The answer must be the complete listing, reproduced exactly.

————

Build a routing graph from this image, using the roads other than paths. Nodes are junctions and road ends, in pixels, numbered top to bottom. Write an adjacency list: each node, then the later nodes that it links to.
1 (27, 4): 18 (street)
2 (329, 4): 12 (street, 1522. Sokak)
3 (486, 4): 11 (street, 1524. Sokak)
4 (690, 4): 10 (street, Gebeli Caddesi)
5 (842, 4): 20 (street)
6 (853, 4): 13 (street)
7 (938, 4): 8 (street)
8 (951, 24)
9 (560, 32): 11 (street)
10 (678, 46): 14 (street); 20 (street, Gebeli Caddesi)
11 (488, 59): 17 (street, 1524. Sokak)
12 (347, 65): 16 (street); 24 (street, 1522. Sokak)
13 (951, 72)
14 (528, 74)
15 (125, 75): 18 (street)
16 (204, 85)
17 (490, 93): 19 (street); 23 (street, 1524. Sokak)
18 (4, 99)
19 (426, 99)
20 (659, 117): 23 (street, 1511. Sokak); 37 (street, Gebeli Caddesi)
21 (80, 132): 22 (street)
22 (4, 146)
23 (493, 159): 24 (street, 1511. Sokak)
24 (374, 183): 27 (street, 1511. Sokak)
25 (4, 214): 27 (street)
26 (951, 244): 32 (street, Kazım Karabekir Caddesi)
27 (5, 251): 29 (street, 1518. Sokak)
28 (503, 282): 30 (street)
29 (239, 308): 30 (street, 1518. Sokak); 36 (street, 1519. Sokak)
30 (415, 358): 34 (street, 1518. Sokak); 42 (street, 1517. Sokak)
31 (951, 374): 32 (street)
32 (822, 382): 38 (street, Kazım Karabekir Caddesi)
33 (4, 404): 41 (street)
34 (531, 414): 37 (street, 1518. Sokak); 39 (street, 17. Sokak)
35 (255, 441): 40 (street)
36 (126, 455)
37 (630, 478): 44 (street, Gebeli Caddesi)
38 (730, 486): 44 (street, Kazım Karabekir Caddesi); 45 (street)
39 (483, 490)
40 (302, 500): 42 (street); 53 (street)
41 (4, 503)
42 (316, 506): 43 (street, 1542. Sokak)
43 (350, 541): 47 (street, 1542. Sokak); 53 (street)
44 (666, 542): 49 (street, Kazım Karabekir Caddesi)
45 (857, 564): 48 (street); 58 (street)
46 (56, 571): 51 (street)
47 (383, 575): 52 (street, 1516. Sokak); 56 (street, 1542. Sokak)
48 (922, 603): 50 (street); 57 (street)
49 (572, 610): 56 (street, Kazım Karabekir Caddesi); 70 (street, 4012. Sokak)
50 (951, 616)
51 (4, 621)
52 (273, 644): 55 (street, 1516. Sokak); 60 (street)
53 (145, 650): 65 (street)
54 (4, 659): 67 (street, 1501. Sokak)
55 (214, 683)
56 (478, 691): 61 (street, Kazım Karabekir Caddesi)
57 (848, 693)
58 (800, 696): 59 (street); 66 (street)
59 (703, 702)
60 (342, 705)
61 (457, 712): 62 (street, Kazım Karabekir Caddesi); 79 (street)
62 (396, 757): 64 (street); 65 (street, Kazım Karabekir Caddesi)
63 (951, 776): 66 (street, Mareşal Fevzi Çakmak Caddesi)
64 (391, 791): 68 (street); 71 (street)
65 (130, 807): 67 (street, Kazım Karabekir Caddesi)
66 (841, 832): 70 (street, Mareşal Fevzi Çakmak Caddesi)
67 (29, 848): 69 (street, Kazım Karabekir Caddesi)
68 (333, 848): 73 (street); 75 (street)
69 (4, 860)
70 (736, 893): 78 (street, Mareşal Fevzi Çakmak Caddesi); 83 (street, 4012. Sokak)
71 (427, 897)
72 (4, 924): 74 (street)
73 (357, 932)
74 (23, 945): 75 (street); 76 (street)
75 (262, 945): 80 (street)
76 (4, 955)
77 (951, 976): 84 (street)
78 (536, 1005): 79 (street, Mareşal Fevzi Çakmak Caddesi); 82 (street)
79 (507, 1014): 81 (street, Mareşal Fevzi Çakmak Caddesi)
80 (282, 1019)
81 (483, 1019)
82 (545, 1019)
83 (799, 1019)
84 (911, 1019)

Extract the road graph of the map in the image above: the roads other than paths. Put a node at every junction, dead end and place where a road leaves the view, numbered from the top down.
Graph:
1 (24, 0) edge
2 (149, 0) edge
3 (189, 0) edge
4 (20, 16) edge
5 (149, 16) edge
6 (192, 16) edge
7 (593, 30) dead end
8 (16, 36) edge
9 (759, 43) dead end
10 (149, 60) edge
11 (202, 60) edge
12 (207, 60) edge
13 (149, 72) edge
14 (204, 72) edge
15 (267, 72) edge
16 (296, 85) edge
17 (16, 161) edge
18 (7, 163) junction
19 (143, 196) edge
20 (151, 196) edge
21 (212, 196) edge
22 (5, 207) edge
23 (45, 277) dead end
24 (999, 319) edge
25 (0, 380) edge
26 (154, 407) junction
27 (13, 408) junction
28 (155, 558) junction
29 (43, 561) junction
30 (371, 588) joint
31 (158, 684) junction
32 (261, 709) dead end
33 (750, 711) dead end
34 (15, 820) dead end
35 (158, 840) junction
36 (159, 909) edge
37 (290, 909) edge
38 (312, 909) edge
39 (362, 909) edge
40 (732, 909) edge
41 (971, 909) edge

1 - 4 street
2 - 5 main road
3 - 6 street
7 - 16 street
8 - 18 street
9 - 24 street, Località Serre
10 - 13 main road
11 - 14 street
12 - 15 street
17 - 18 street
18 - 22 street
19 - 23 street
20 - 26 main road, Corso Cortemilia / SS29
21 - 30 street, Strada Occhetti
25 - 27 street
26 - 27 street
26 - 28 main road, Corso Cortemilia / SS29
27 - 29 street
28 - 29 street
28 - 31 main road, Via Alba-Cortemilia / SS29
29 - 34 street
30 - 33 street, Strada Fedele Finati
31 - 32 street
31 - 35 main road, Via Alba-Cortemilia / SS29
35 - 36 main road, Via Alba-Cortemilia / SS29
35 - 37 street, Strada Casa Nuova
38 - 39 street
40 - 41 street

————

■ TASK SOLUTION:
Build a routing graph from this image, using the roads other than paths. Nodes are junctions and road ends, in pixels, numbered top to bottom. Write an adjacency list: each node, then the later nodes that it links to.
1 (27, 4): 18 (street)
2 (329, 4): 12 (street, 1522. Sokak)
3 (486, 4): 11 (street, 1524. Sokak)
4 (690, 4): 10 (street, Gebeli Caddesi)
5 (842, 4): 20 (street)
6 (853, 4): 13 (street)
7 (938, 4): 8 (street)
8 (951, 24)
9 (560, 32): 11 (street)
10 (678, 46): 14 (street); 20 (street, Gebeli Caddesi)
11 (488, 59): 17 (street, 1524. Sokak)
12 (347, 65): 16 (street); 24 (street, 1522. Sokak)
13 (951, 72)
14 (528, 74)
15 (125, 75): 18 (street)
16 (204, 85)
17 (490, 93): 19 (street); 23 (street, 1524. Sokak)
18 (4, 99)
19 (426, 99)
20 (659, 117): 23 (street, 1511. Sokak); 37 (street, Gebeli Caddesi)
21 (80, 132): 22 (street)
22 (4, 146)
23 (493, 159): 24 (street, 1511. Sokak)
24 (374, 183): 27 (street, 1511. Sokak)
25 (4, 214): 27 (street)
26 (951, 244): 32 (street, Kazım Karabekir Caddesi)
27 (5, 251): 29 (street, 1518. Sokak)
28 (503, 282): 30 (street)
29 (239, 308): 30 (street, 1518. Sokak); 36 (street, 1519. Sokak)
30 (415, 358): 34 (street, 1518. Sokak); 42 (street, 1517. Sokak)
31 (951, 374): 32 (street)
32 (822, 382): 38 (street, Kazım Karabekir Caddesi)
33 (4, 404): 41 (street)
34 (531, 414): 37 (street, 1518. Sokak); 39 (street, 17. Sokak)
35 (255, 441): 40 (street)
36 (126, 455)
37 (630, 478): 44 (street, Gebeli Caddesi)
38 (730, 486): 44 (street, Kazım Karabekir Caddesi); 45 (street)
39 (483, 490)
40 (302, 500): 42 (street); 53 (street)
41 (4, 503)
42 (316, 506): 43 (street, 1542. Sokak)
43 (350, 541): 47 (street, 1542. Sokak); 53 (street)
44 (666, 542): 49 (street, Kazım Karabekir Caddesi)
45 (857, 564): 48 (street); 58 (street)
46 (56, 571): 51 (street)
47 (383, 575): 52 (street, 1516. Sokak); 56 (street, 1542. Sokak)
48 (922, 603): 50 (street); 57 (street)
49 (572, 610): 56 (street, Kazım Karabekir Caddesi); 70 (street, 4012. Sokak)
50 (951, 616)
51 (4, 621)
52 (273, 644): 55 (street, 1516. Sokak); 60 (street)
53 (145, 650): 65 (street)
54 (4, 659): 67 (street, 1501. Sokak)
55 (214, 683)
56 (478, 691): 61 (street, Kazım Karabekir Caddesi)
57 (848, 693)
58 (800, 696): 59 (street); 66 (street)
59 (703, 702)
60 (342, 705)
61 (457, 712): 62 (street, Kazım Karabekir Caddesi); 79 (street)
62 (396, 757): 64 (street); 65 (street, Kazım Karabekir Caddesi)
63 (951, 776): 66 (street, Mareşal Fevzi Çakmak Caddesi)
64 (391, 791): 68 (street); 71 (street)
65 (130, 807): 67 (street, Kazım Karabekir Caddesi)
66 (841, 832): 70 (street, Mareşal Fevzi Çakmak Caddesi)
67 (29, 848): 69 (street, Kazım Karabekir Caddesi)
68 (333, 848): 73 (street); 75 (street)
69 (4, 860)
70 (736, 893): 78 (street, Mareşal Fevzi Çakmak Caddesi); 83 (street, 4012. Sokak)
71 (427, 897)
72 (4, 924): 74 (street)
73 (357, 932)
74 (23, 945): 75 (street); 76 (street)
75 (262, 945): 80 (street)
76 (4, 955)
77 (951, 976): 84 (street)
78 (536, 1005): 79 (street, Mareşal Fevzi Çakmak Caddesi); 82 (street)
79 (507, 1014): 81 (street, Mareşal Fevzi Çakmak Caddesi)
80 (282, 1019)
81 (483, 1019)
82 (545, 1019)
83 (799, 1019)
84 (911, 1019)

Extract the road graph of the map in the image above: the roads other than paths. Put a node at every junction, dead end and place where a road leaves the view, numbered from the top down.
Graph:
1 (24, 0) edge
2 (149, 0) edge
3 (189, 0) edge
4 (20, 16) edge
5 (149, 16) edge
6 (192, 16) edge
7 (593, 30) dead end
8 (16, 36) edge
9 (759, 43) dead end
10 (149, 60) edge
11 (202, 60) edge
12 (207, 60) edge
13 (149, 72) edge
14 (204, 72) edge
15 (267, 72) edge
16 (296, 85) edge
17 (16, 161) edge
18 (7, 163) junction
19 (143, 196) edge
20 (151, 196) edge
21 (212, 196) edge
22 (5, 207) edge
23 (45, 277) dead end
24 (999, 319) edge
25 (0, 380) edge
26 (154, 407) junction
27 (13, 408) junction
28 (155, 558) junction
29 (43, 561) junction
30 (371, 588) joint
31 (158, 684) junction
32 (261, 709) dead end
33 (750, 711) dead end
34 (15, 820) dead end
35 (158, 840) junction
36 (159, 909) edge
37 (290, 909) edge
38 (312, 909) edge
39 (362, 909) edge
40 (732, 909) edge
41 (971, 909) edge

1 - 4 street
2 - 5 main road
3 - 6 street
7 - 16 street
8 - 18 street
9 - 24 street, Località Serre
10 - 13 main road
11 - 14 street
12 - 15 street
17 - 18 street
18 - 22 street
19 - 23 street
20 - 26 main road, Corso Cortemilia / SS29
21 - 30 street, Strada Occhetti
25 - 27 street
26 - 27 street
26 - 28 main road, Corso Cortemilia / SS29
27 - 29 street
28 - 29 street
28 - 31 main road, Via Alba-Cortemilia / SS29
29 - 34 street
30 - 33 street, Strada Fedele Finati
31 - 32 street
31 - 35 main road, Via Alba-Cortemilia / SS29
35 - 36 main road, Via Alba-Cortemilia / SS29
35 - 37 street, Strada Casa Nuova
38 - 39 street
40 - 41 street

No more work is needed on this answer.